The horn went off and my first kilometre was a 3:45. Okay, let's cool things off. I slowed my pace down and settled into a nice 4:05 pace.
Dozens of people passed me for the first few kilometres - I wouldn't let that get to me. I had to put my competitiveness aside and stick to my plan. As we toured through the historic neighbourhood of Gastown, I found myself alone. There was a nice group ahead of me, but their pace was too rich for my blood. So I patiently held back.
After a quick loop through Chinatown, I crossed the 5km mark in just under 20 minutes, slightly ahead of schedule. At kilometre 8 we reached False Creek and started to head west towards English Bay. At this point, I had found myself with a good group of guys - there were about 4 of us, and we were all running consistent 4:02 kilometres.
As we passed Granville Island on the left, we crossed the 10km mark, slightly under my 40 minute goal. Since I was a tad faster than I had expected, I decided to hold back on that 4:02ish pace for a few kilometres to see how I felt. I didn't want to pick things up too early.
Enter the most beautiful section of a race course I have ever run. From kilometre 13 to the finish we were lucky enough to run through the quiet and calm streets in Stanley Park. With towering trees and sneaky hills, this section of the race was really awesome.
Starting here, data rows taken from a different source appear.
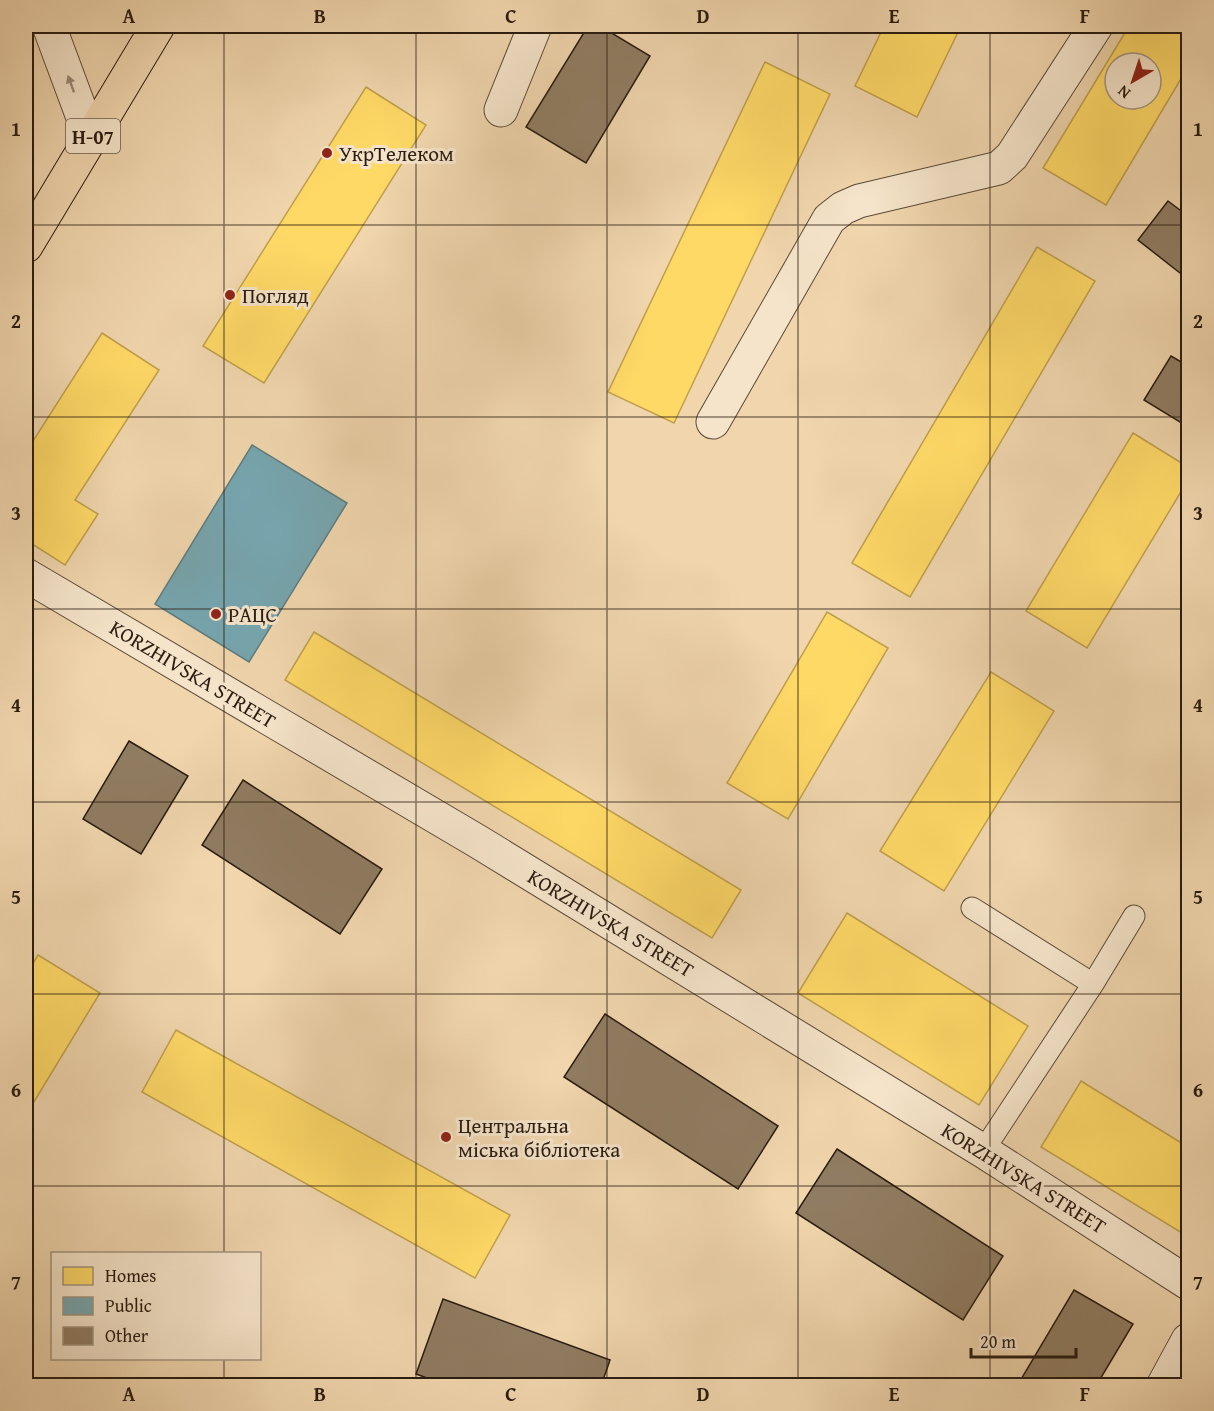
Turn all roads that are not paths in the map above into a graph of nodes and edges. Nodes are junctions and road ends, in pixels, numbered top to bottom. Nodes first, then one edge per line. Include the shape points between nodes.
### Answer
1 (49, 26) edge
2 (158, 26) edge
3 (535, 26) edge
4 (1096, 26) edge
5 (501, 110) dead end
6 (91, 139) junction
7 (26, 246) edge
8 (713, 422) dead end
9 (26, 575) edge
10 (972, 908) dead end
11 (1134, 916) dead end
12 (1093, 984) junction
13 (983, 1151) junction
14 (1188, 1283) edge
15 (1188, 1340) edge
16 (1163, 1386) edge

6 -> 1 street
2 - 6 main road, Н-07
3 - 5 street
4 - 8 street via 1012,156 999,168 859,201 829,219
6 - 7 main road, Н-07
9 - 13 street, KORZHIVSKA STREET via 477,841
10 - 12 lane
11 - 12 lane
12 - 13 lane
13 - 14 street, KORZHIVSKA STREET
15 - 16 street

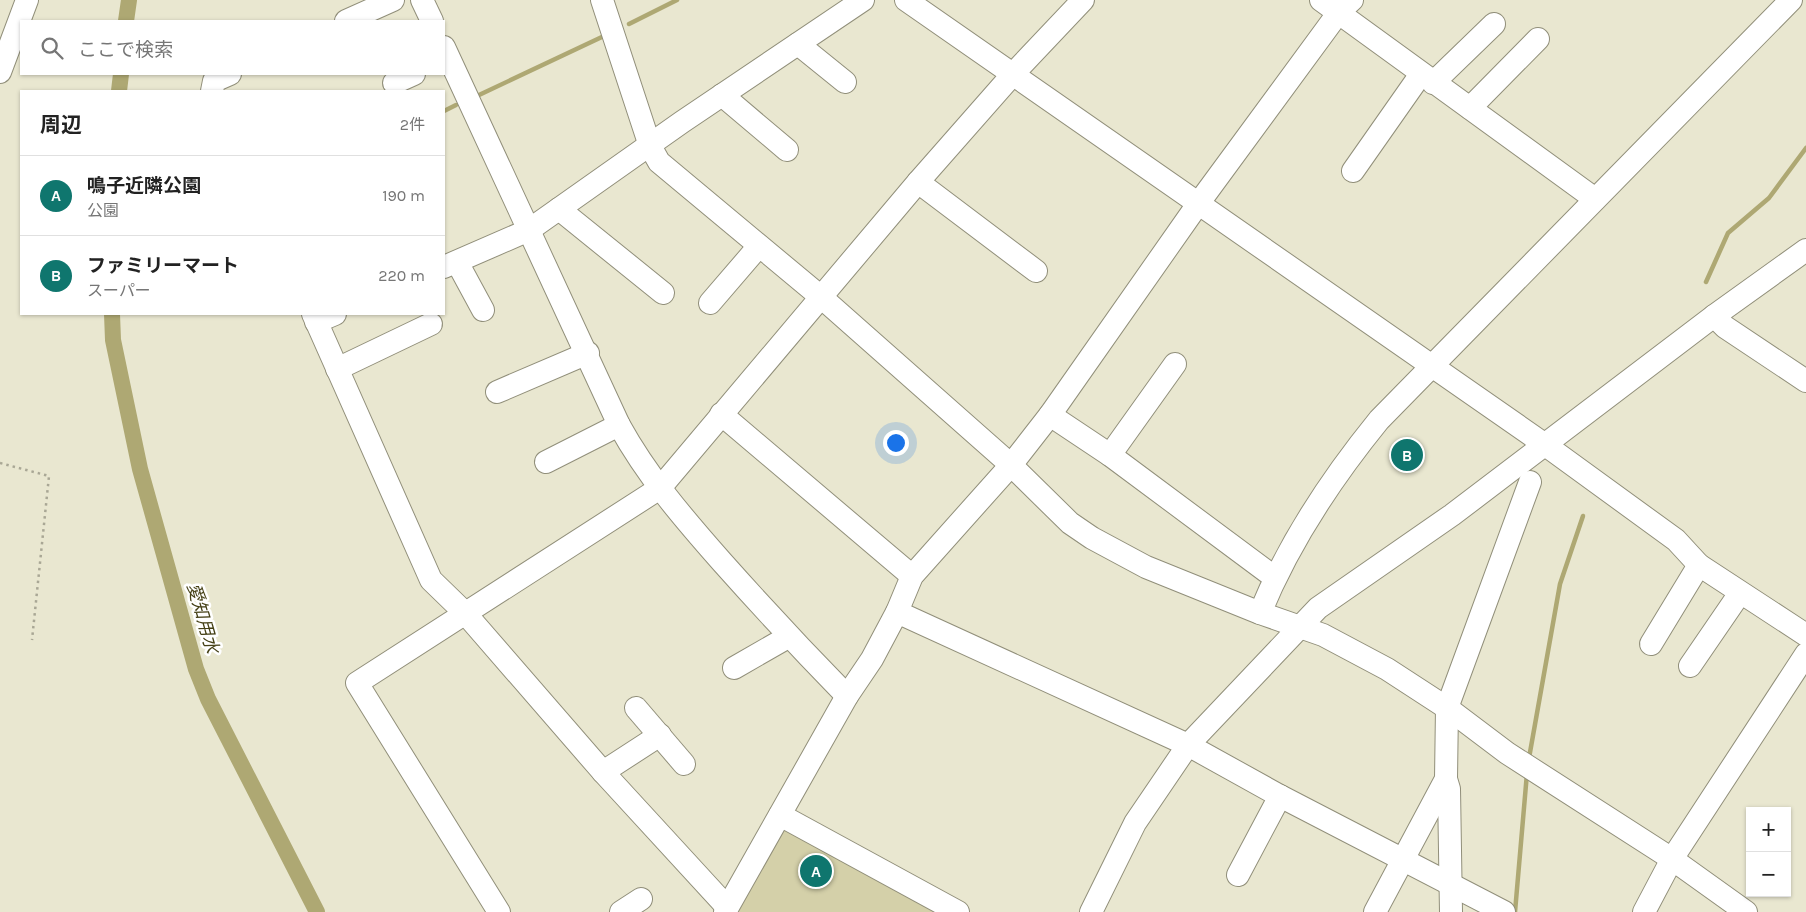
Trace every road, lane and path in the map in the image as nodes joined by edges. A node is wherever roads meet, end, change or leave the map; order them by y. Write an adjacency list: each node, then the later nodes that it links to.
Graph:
1 (27, 0): 16 (street)
2 (393, 0): 10 (street)
3 (422, 0): 11 (street)
4 (602, 0): 24 (street)
5 (863, 0): 14 (street)
6 (906, 0): 17 (street)
7 (1083, 0): 17 (street)
8 (1791, 0): 28 (street)
9 (1337, 4): 19 (street); 29 (street)
10 (348, 20)
11 (432, 20)
12 (1494, 24): 19 (street)
13 (1538, 39): 23 (street)
14 (798, 44): 20 (street); 22 (street)
15 (445, 55): 31 (street)
16 (0, 72)
17 (1013, 74): 27 (street); 29 (street)
18 (228, 75): 21 (street)
19 (1427, 79): 23 (street); 26 (street)
20 (844, 82)
21 (212, 90)
22 (722, 95): 24 (street); 25 (street)
23 (1470, 108): 28 (street)
24 (650, 146): 30 (street); 32 (street)
25 (787, 150)
26 (1353, 171)
27 (918, 182): 35 (street); 37 (street)
28 (1595, 199): 45 (street)
29 (1198, 204): 45 (street); 50 (street)
30 (559, 209): 31 (street); 36 (street)
31 (529, 230): 34 (street); 43 (street)
32 (759, 246): 37 (street); 38 (street)
33 (1806, 250): 41 (street)
34 (450, 265): 39 (street)
35 (1036, 271)
36 (663, 293)
37 (821, 297): 49 (street); 56 (street)
38 (710, 303)
39 (483, 310)
40 (322, 316): 46 (street)
41 (1714, 316): 47 (street); 52 (street)
42 (432, 324): 46 (street)
43 (588, 353): 48 (street); 51 (street)
44 (1175, 364): 53 (street)
45 (1430, 365): 52 (street); 61 (street)
46 (337, 368): 64 (street)
47 (1806, 381)
48 (497, 392)
49 (721, 414): 58 (street); 60 (street)
50 (1050, 415): 53 (street); 56 (street)
51 (619, 425): 54 (street); 58 (street)
52 (1544, 444): 59 (street); 66 (street)
53 (1110, 455): 61 (street)
54 (546, 462)
55 (0, 463): 69 (path)
56 (1011, 465): 60 (street); 65 (street)
57 (1530, 482): 76 (street)
58 (660, 488): 64 (street); 68 (street)
59 (1699, 565): 62 (street); 70 (street)
60 (912, 576): 63 (street)
61 (1274, 577): 65 (street)
62 (1740, 593): 67 (street); 72 (street)
63 (897, 612): 74 (street); 78 (street)
64 (465, 613): 80 (street); 90 (street)
65 (1260, 613): 66 (street)
66 (1299, 628): 76 (street); 78 (street)
67 (1806, 635)
68 (788, 637): 73 (street); 74 (street)
69 (32, 640)
70 (1651, 644)
71 (1806, 654): 85 (street)
72 (1690, 666)
73 (734, 668)
74 (847, 696): 83 (street)
75 (636, 708): 77 (street)
76 (1447, 708): 81 (street); 85 (street)
77 (660, 735): 79 (street); 80 (street)
78 (1188, 746): 82 (street); 93 (street)
79 (684, 764)
80 (603, 772): 89 (street)
81 (1446, 779): 84 (street); 87 (street)
82 (1280, 796): 84 (street); 86 (street)
83 (780, 815): 89 (street); 92 (street)
84 (1404, 859): 87 (street); 94 (street)
85 (1672, 859): 97 (street); 98 (street)
86 (1238, 875)
87 (1451, 884): 95 (street); 96 (street)
88 (641, 899): 91 (street)
89 (726, 909)
90 (499, 912)
91 (621, 912)
92 (958, 912)
93 (1091, 912)
94 (1375, 912)
95 (1451, 912)
96 (1504, 912)
97 (1644, 912)
98 (1746, 912)

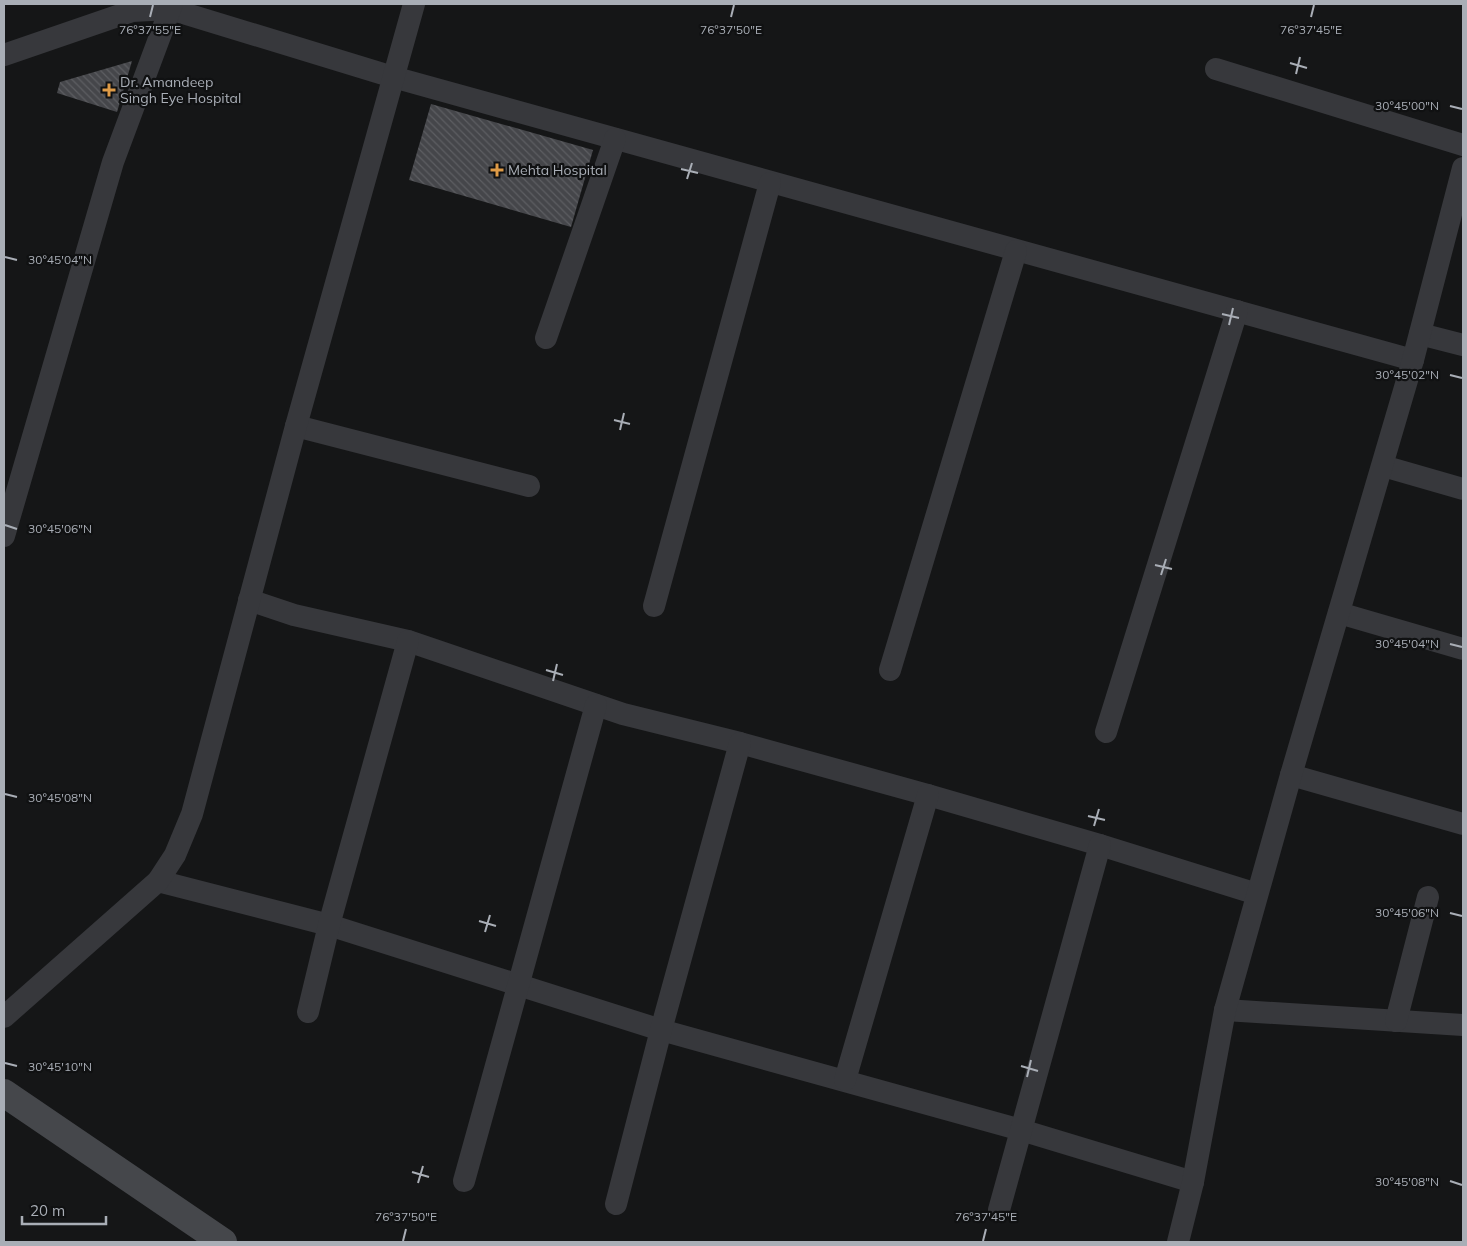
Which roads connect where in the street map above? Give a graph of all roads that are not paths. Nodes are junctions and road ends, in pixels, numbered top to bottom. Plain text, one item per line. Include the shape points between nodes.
1 (414, 4) edge
2 (171, 7) edge
3 (4, 55) edge
4 (1216, 69) dead end
5 (393, 77) junction
6 (615, 139) junction
7 (1463, 145) edge
8 (1462, 176) edge
9 (770, 183) junction
10 (1016, 251) junction
11 (1237, 311) junction
12 (1420, 334) junction
13 (546, 338) dead end
14 (1463, 345) edge
15 (1413, 360) junction
16 (296, 426) junction
17 (1383, 466) junction
18 (529, 486) dead end
19 (1463, 489) edge
20 (4, 536) edge
21 (249, 600) junction
22 (654, 606) dead end
23 (1339, 613) junction
24 (408, 641) junction
25 (1463, 649) edge
26 (890, 670) dead end
27 (596, 705) junction
28 (1106, 732) dead end
29 (740, 743) junction
30 (1291, 775) junction
31 (928, 796) junction
32 (1463, 824) edge
33 (1100, 845) junction
34 (158, 881) junction
35 (1257, 894) junction
36 (1428, 896) dead end
37 (329, 925) junction
38 (518, 983) junction
39 (1225, 1010) junction
40 (308, 1012) dead end
41 (4, 1017) edge
42 (1396, 1021) junction
43 (1463, 1025) edge
44 (661, 1030) junction
45 (845, 1080) junction
46 (4, 1094) edge
47 (1021, 1130) junction
48 (464, 1181) dead end
49 (1193, 1182) junction
50 (616, 1204) dead end
51 (999, 1210) dead end
52 (223, 1242) edge
53 (1178, 1242) edge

By this point I had lost that group I was with. Two guys fell off, and the other two pulled ahead. I stayed steady. By kilometre 14, I decided it was time to fire up the legs a bit. With 8 kilometres to go, I picked up my pace a bit, running a 3:54 kilometre - a bit faster than I wanted, but it felt pretty good, so I did another. And then another. I kept expecting that this pace would catch up to me and the inevitable pain was right around the corner, but it never came. The kilometres were flipping by at this point and I felt strong and fast. After five consistently fast kilometres with paces ranging from 3:54 - 3:57 I only had three kilometres to go. As the course turned back towards the city along the seawall, I caught up to and promptly passed a group of 5 guys, including a few of the guys that had pulled away from my group earlier on. This whole negative split thing was working out pretty well.
As I entered the final three kilometres of the race, I spotted a group of three more guys up ahead. Feeling confident, I decided to go after them. So I picked it up a bit more notching a 3:47 and 3:48 pace in kilometre 19 and 20. As I entered the final kilometre of the race, I passed them and took a quick glance at my watch. I was going to do it. Barring a horrible collapse, a personal best was going to happen for me. Knowing that, I flew in that final stretch. I felt unstoppable. Fast. Weightless. My final kilometre was my fastest of the race, a blazing 3:41. I pushed hard in that final stretch and crossed that finish line with pride, relief, and most of all, complete elation. I did it. 1:24:02. A new personal best. It wasn't even close. I had beat my previous best by 1 minute and 43 seconds. I couldn't believe it.
Not only did I achieve a personal best, but I finished 28th overall out of 5275 runners and 5th in my category. I am so overwhelmingly happy and proud of this result. This is one race I will never forget. As always, I celebrated this incredible race by treating myself to some local beer.